食用菌的组织分离法

实训31　食用菌的组织分离法

一、实训目的

（1）了解食用菌组织分离的原理。

（2）掌握组织分离的操作方法。

（3）制备出栽培用菌种。

二、实训原理

分离纯菌种是制种工作的首要环节，也是一项比较细致的工作。食用菌菌种的分离方法有三种：组织分离、孢子分离、菇木分离。

组织分离是采用食用菌子实体的组织块来培养母种的方法。食用菌的子实体是组织化了的纯菌丝体，再生能力强。因此，只要在无菌的条件下，切取一小块子实体的组织块，将其移植于适宜的培养基上，适温培养即能迅速生长，获得纯菌丝体。用组织分离法得到的菌丝体，属于无性繁殖，菌丝双核，遗传性比较稳定，后代不易发生变异，能保持原有菌种的优良特性。因此，用组织分离法得到的纯菌丝体，经过生产试验证明性状优良，即可做母种使用。组织分离法取材广泛，方法简便而又易获得成功，是菌种分离中最常用的方法，也是野外采种时常用的方法，适合广大基层或个人进行分离获取菌种。

三、实训器材

1．材料

PDA培养基斜面，新鲜子实体（平菇、香菇、草菇等）。

2．器具

酒精灯，试管架，解剖剪，解剖刀，镊子，试管斜面，75%酒精，酒精棉球，无菌水，培养皿，接种箱，培养箱等。

四、实训步骤

1．种菇的选择

要选择优良品系的优良个体，以肉厚肥大、鲜嫩、出菇早、菇形整齐且无病虫害、适度成熟（七、八成熟）的子实体做分离材料。

2．分离过程

（1）消毒处理：将种菇表面用清水冲洗干净，放在接种箱（或无菌室内）进行表面消毒。用镊子将种菇放在培养皿内，用另一镊子夹75%酒精棉球，对种菇进行表面消毒。
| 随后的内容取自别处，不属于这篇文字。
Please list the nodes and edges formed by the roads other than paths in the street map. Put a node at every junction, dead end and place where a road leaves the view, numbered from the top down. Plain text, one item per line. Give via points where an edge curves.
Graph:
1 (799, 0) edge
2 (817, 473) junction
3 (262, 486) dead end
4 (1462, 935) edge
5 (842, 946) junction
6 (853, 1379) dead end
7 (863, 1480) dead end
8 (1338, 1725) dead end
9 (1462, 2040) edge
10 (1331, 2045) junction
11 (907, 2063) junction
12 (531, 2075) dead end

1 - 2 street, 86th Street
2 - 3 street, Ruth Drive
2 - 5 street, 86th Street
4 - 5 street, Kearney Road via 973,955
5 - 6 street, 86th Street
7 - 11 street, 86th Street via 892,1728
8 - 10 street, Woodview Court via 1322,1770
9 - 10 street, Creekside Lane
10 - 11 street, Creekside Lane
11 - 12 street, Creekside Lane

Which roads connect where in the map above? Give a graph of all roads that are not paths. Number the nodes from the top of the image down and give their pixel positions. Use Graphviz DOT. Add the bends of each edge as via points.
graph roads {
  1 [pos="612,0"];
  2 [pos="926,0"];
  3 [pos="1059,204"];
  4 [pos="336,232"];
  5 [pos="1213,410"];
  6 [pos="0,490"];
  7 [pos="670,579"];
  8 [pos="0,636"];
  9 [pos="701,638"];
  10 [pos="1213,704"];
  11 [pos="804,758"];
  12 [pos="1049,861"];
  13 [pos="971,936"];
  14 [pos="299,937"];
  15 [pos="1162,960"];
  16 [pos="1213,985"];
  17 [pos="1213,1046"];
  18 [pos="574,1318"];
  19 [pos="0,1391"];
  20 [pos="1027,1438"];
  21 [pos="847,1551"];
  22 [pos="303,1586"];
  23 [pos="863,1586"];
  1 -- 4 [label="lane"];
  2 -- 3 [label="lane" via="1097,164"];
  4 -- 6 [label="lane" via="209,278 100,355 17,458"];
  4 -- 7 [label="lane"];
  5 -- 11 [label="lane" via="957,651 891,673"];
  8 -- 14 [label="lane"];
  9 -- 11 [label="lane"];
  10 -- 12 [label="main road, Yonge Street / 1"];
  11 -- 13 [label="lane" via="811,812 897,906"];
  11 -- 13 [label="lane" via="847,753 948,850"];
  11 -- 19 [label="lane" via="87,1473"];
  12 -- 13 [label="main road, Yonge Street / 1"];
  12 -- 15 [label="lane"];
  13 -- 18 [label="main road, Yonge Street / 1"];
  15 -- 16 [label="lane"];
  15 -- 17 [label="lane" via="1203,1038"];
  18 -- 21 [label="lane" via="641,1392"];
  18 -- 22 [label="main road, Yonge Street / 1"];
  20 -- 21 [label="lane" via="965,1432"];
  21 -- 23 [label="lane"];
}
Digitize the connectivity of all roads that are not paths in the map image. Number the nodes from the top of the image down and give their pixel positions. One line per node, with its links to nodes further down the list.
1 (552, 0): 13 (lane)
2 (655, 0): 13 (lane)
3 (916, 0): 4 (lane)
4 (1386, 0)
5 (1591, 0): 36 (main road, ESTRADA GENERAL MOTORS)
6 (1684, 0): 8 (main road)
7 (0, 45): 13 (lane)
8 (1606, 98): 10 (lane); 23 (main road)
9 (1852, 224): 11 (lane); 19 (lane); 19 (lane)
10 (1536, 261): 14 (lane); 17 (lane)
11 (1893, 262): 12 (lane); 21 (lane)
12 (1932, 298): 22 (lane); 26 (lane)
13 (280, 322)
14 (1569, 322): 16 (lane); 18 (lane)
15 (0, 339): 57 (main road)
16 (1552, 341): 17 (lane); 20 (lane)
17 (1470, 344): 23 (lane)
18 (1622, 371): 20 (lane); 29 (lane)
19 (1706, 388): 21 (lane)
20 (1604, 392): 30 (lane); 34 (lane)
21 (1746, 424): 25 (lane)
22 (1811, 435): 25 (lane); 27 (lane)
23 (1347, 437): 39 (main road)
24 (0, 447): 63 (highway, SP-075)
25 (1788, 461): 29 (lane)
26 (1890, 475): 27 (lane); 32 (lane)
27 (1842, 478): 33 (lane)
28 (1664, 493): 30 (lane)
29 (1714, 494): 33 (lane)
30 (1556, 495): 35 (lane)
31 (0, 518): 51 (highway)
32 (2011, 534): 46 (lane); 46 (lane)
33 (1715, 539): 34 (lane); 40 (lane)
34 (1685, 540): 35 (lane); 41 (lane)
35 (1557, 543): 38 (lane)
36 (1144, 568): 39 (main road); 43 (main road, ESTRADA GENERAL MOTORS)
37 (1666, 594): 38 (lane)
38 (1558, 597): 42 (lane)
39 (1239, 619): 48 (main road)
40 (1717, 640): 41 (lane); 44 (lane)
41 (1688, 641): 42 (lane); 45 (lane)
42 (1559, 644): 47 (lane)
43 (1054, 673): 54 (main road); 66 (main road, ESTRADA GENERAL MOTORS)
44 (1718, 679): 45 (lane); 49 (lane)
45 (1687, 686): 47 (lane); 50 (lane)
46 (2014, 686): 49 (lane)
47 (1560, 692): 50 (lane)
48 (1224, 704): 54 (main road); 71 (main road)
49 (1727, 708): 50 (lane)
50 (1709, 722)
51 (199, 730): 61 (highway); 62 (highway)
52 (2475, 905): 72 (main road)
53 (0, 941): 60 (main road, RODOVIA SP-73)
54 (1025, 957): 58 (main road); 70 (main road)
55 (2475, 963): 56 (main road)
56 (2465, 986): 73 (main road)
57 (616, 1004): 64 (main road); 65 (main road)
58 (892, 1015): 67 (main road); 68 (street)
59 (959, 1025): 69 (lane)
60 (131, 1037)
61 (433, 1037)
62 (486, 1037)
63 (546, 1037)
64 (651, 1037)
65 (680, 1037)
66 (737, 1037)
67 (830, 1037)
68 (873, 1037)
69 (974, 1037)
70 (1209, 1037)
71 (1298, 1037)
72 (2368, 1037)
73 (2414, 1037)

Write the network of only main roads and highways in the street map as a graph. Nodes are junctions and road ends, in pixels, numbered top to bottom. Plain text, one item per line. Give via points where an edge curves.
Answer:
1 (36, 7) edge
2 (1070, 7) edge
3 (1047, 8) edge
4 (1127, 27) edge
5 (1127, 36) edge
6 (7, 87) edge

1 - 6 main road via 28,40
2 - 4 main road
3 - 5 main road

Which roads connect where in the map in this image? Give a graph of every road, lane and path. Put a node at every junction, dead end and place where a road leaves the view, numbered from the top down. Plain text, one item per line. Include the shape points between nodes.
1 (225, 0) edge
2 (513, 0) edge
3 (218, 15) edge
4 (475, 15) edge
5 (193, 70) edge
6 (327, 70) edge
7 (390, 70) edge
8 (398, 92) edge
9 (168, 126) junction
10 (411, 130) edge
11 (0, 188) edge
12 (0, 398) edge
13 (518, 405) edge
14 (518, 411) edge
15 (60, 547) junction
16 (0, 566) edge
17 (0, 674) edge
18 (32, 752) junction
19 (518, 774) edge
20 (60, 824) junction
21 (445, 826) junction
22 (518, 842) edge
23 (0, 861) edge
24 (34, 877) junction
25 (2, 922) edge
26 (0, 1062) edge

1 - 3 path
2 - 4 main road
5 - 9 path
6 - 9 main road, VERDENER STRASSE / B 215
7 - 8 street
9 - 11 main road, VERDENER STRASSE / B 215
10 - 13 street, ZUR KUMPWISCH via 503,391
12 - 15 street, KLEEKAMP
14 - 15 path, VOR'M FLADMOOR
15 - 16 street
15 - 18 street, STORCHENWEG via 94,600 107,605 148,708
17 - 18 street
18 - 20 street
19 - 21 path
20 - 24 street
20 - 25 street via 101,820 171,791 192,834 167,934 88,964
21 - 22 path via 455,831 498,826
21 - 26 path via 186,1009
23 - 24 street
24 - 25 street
应注意，75%酒精棉球的酒精含量不宜过多，以防酒精渗入菌肉组织导致分离失败。

（2）接种：用解剖刀或解剖剪蘸酒精进行火焰消毒，冷却后把已消毒的种菇纵向切开，也可用手撕开，然后用已经灭菌的解剖刀在菌盖与菌柄交界处，切取长度为0．3～0．5 cm（绿豆大小）的菌肉组织块，用接种针移到斜面培养基上（图3－32）。

（3）培养：置25℃恒温箱中培养，每天检查试管斜面菌落生长情况，如从分离的菌肉组织块上长出正常的白色菌丝，即分离成功，及时将生长出来的菌丝转移到新的试管斜面。若在组织块附近或其他地方出现其他颜色杂菌生长应予以淘汰。

（4）移接：将组织块上长出的菌丝（未被污染的）挑取边缘处菌丝移植到新的培养基上培养，这样反复2～3次，即可获得母种。

图3－32　菇类组织分离

1—切取部位；2—挑取组织块；3—接入斜面；4—培养

五、结果记录

观察分离菌种的生长状况并记录到表3－23。

表3－23　分离菌种的生长状况观察

＊生长状况描述如未长出菌丝、有杂菌污染、长出浓白菌丝等。

六、思考题

（1）分析导致各种结果的可能原因。

（2）试述组织分离的方法步骤、体会和注意事项，观察记录斜面菌落生长速度和成功率，对比优良母种标准，以确定分离是否成功。